Exercise description: Without any of the pictures, set down the data below exactly.

Extracted records:
********************
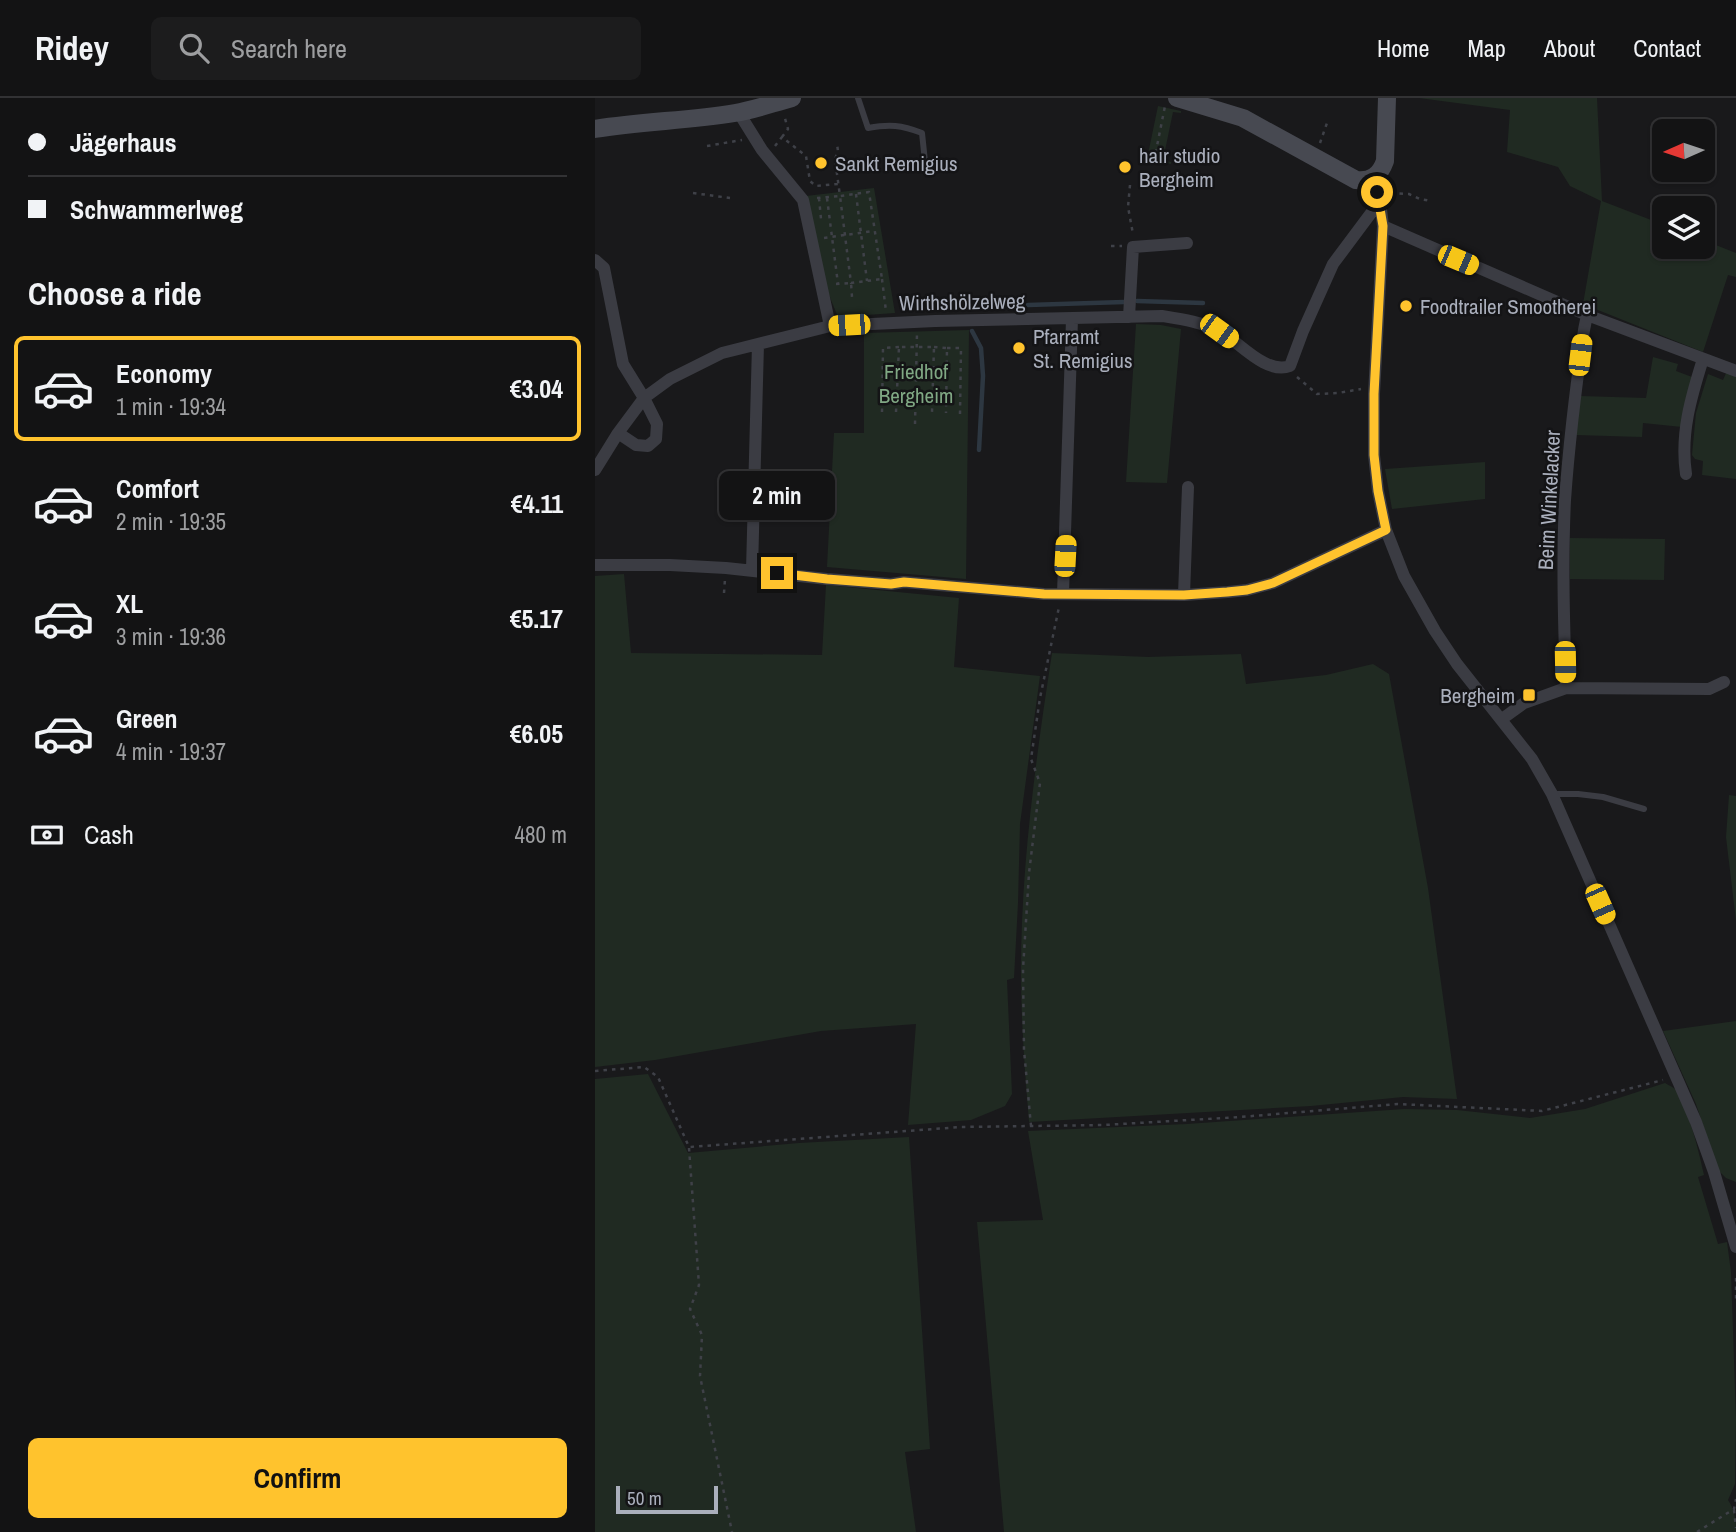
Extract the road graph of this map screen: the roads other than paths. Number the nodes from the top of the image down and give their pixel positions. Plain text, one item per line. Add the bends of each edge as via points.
1 (792, 98) edge
2 (858, 98) edge
3 (1177, 98) edge
4 (1387, 98) edge
5 (739, 113) junction
6 (595, 129) edge
7 (926, 171) dead end
8 (1377, 190) junction
9 (1383, 226) junction
10 (1354, 234) junction
11 (1187, 243) dead end
12 (1382, 244) junction
13 (595, 260) edge
14 (1587, 315) junction
15 (1129, 317) junction
16 (1072, 319) junction
17 (830, 326) junction
18 (758, 344) junction
19 (1703, 359) junction
20 (1736, 371) edge
21 (644, 398) junction
22 (618, 433) junction
23 (595, 470) edge
24 (1686, 474) dead end
25 (1188, 487) dead end
26 (1386, 530) junction
27 (595, 565) edge
28 (752, 570) junction
29 (1063, 594) junction
30 (1184, 595) junction
31 (1724, 682) dead end
32 (1566, 688) junction
33 (1502, 719) junction
34 (1552, 794) junction
35 (1644, 809) dead end
36 (1736, 1247) edge

1 - 5 street
2 - 7 lane via 868,128 904,126 922,133
3 - 8 street via 1243,118
4 - 8 street via 1385,161
5 - 6 street
5 - 17 street via 803,200
8 - 9 street
8 - 10 street
9 - 12 street
9 - 14 street
10 - 12 street via 1373,235
10 - 15 street, Wirthshölzelweg via 1330,270 1287,367 1267,365 1219,331 1187,319
11 - 15 street via 1133,247
12 - 26 street via 1374,455
13 - 21 street via 604,268 624,364
14 - 19 street
14 - 32 street, Beim Winkelacker via 1565,499
15 - 16 street, Wirthshölzelweg
16 - 17 street, Wirthshölzelweg
16 - 29 street
17 - 18 street, Wirthshölzelweg
18 - 21 street, Wirthshölzelweg via 722,353
18 - 28 street
19 - 20 street
19 - 24 street via 1687,420
21 - 22 street, Wirthshölzelweg
21 - 22 street via 657,424 656,439 641,446
22 - 23 street, Wirthshölzelweg
25 - 30 street
26 - 30 street via 1273,583
26 - 33 street via 1404,576 1435,631
27 - 28 street
28 - 29 street
29 - 30 street
31 - 32 street via 1709,689
32 - 33 street via 1524,704
33 - 34 street
34 - 35 lane via 1603,797
34 - 36 street via 1696,1122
********************
Written reply:
Extract the road graph of this map screen: the roads other than paths. Number the nodes from the top of the image down and give their pixel positions. Plain text, one item per line. Add the bends of each edge as via points.
1 (792, 98) edge
2 (858, 98) edge
3 (1177, 98) edge
4 (1387, 98) edge
5 (739, 113) junction
6 (595, 129) edge
7 (926, 171) dead end
8 (1377, 190) junction
9 (1383, 226) junction
10 (1354, 234) junction
11 (1187, 243) dead end
12 (1382, 244) junction
13 (595, 260) edge
14 (1587, 315) junction
15 (1129, 317) junction
16 (1072, 319) junction
17 (830, 326) junction
18 (758, 344) junction
19 (1703, 359) junction
20 (1736, 371) edge
21 (644, 398) junction
22 (618, 433) junction
23 (595, 470) edge
24 (1686, 474) dead end
25 (1188, 487) dead end
26 (1386, 530) junction
27 (595, 565) edge
28 (752, 570) junction
29 (1063, 594) junction
30 (1184, 595) junction
31 (1724, 682) dead end
32 (1566, 688) junction
33 (1502, 719) junction
34 (1552, 794) junction
35 (1644, 809) dead end
36 (1736, 1247) edge

1 - 5 street
2 - 7 lane via 868,128 904,126 922,133
3 - 8 street via 1243,118
4 - 8 street via 1385,161
5 - 6 street
5 - 17 street via 803,200
8 - 9 street
8 - 10 street
9 - 12 street
9 - 14 street
10 - 12 street via 1373,235
10 - 15 street, Wirthshölzelweg via 1330,270 1287,367 1267,365 1219,331 1187,319
11 - 15 street via 1133,247
12 - 26 street via 1374,455
13 - 21 street via 604,268 624,364
14 - 19 street
14 - 32 street, Beim Winkelacker via 1565,499
15 - 16 street, Wirthshölzelweg
16 - 17 street, Wirthshölzelweg
16 - 29 street
17 - 18 street, Wirthshölzelweg
18 - 21 street, Wirthshölzelweg via 722,353
18 - 28 street
19 - 20 street
19 - 24 street via 1687,420
21 - 22 street, Wirthshölzelweg
21 - 22 street via 657,424 656,439 641,446
22 - 23 street, Wirthshölzelweg
25 - 30 street
26 - 30 street via 1273,583
26 - 33 street via 1404,576 1435,631
27 - 28 street
28 - 29 street
29 - 30 street
31 - 32 street via 1709,689
32 - 33 street via 1524,704
33 - 34 street
34 - 35 lane via 1603,797
34 - 36 street via 1696,1122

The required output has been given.